# NaOH leach of ashed powder, Advice please



## NoIdea (Aug 1, 2011)

Morning All – Just a quick Q. I have an ashed powder which contains all that is found within a computer circuit board, Au, Ag, Si, Pb, Sn, etc. I have done some preliminary test (qualitative/visual only) which included treating with sodium hydroxide, HCl, and Poor Mans AR, I don’t have sulphuric acid. 

Results: Poor Mans AR had very little effect in terms metal dissolution, light blue in colour. HCl also produced a light blue colouration. NaOH produced a very very light clear brown solution.

Extra test included reacting the NaOH leached powder with Poor Mans AR which produced on dilution AgCl precipitate and the colour of the resulting solution was bark green/blue.

I preformed electrolysis on the NaOH leach solution and got a black deposit on the cathode. That’s where I stopped.

My Question is: Lead, silica and tin oxide dissolve in hot concentrated NaOH, therefore allowing acid access to the residue.
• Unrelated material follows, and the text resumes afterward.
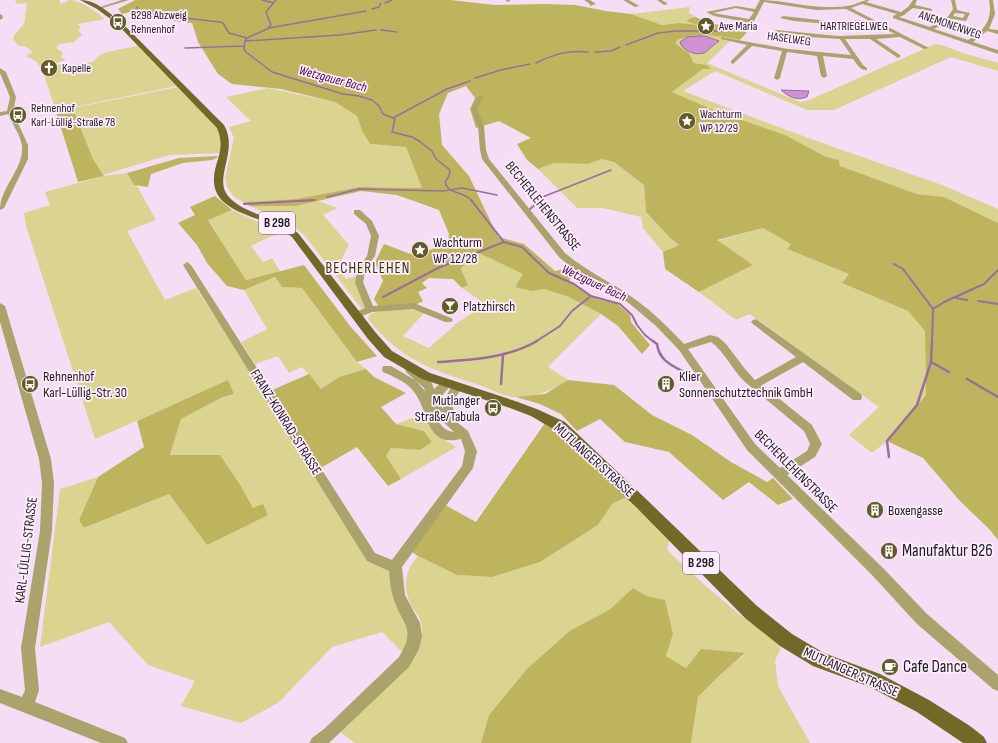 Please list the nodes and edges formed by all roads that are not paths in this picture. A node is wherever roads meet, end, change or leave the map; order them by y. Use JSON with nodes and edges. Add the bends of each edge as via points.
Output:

Is their a reason why no one else treats the trouble some tin oxide and lead oxide with NaOH and electro-depositing the lead and tin from the alkali leaching solution? . 

Regards

Deano


----------



## Lino1406 (Dec 16, 2011)

I think of 2 reasons:
1.Safety - the boiling point of concentrated caustic is
very high and handling it entirely unsympathetic
2.Melted Na2O2 can dissolve gold, so maybe boiling
NaOH in presence of air can too (to lower extent -
but that may be significant)


----------